# Resources for Alternative Processes



## terri

The following is a list of resources for finding supplies to various alternative photographic processes.    They are all located in North America.

Bostick & Sullivan. www.bostick-sullivan.com 505-474-0890
This is a family operated business located in Santa Fe, NM. Along with promoting alternative artists and hosting events, like the Alternative Photography International Symposium, they have a great variety of darkroom chemicals, mostly featuring those highly specialized for alternative processes.

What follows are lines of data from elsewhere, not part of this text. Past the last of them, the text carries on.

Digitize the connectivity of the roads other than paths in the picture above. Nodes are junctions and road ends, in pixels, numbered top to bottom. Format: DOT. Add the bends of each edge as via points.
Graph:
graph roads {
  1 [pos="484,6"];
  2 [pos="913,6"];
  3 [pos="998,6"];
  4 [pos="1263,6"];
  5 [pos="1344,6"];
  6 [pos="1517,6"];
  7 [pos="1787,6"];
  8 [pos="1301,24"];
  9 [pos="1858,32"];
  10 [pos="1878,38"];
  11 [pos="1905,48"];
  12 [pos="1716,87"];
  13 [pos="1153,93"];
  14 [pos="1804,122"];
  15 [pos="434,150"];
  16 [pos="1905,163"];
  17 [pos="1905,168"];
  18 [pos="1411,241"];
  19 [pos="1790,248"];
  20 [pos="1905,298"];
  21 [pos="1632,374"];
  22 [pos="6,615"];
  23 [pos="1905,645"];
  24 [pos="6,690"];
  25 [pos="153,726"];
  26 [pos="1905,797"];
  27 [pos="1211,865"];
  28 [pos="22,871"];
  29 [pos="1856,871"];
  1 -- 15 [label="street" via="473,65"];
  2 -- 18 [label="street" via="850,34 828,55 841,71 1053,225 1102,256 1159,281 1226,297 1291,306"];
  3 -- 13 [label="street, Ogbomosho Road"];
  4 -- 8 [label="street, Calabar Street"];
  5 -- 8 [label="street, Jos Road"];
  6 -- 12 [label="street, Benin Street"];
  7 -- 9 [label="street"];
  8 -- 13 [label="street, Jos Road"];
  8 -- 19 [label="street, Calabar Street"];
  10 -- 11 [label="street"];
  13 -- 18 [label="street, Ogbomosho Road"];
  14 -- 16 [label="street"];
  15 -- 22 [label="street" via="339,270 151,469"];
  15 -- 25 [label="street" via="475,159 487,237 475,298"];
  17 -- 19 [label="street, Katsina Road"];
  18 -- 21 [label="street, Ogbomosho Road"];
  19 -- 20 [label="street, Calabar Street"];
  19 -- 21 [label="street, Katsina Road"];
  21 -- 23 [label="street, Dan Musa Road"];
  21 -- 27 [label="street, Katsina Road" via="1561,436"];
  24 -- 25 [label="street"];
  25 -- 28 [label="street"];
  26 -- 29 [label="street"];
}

Graphic Chemical & Ink Co. www.graphicchemical.com 800-465-7382
Located in Villa Park, IL.  This is an excellent source of lithographic and graphic inks &#8211; all colors in a variety of sizes. Their products generally seem reasonably priced.   They are extremely helpful, though this is a site more geared towards lithographic printmaking than photographic processes.

Photographer's Formulary, Inc. www.photoformulary.com 800-922-5255
This is "the" place for all alt-processes geeks who might just be in the market for liquid gum arabic or amidol. They sponsor heavy-hitters in the darkroom and alternative processes arena, such as Tim Rudman, Dan Burkholder and Theresa Airey, offering workshops in various places around the U.S. as well as on location in Montana. This is a fun and informative website to peruse, being also a great resource for more basic darkroom supplies and chemicals.

Indigo Instruments. www.indigoinstruments.com 519-746-4761
Located in Ontario, they ship from a New York distribution center. They are suppliers of all types and sizes of measuring units and tools, including graduated cylinders, beakers and flasks. These items are of great use when mixing and measuring your own chemicals in the darkroom.  There is no printed catalog, but the site is nimble and user-friendly.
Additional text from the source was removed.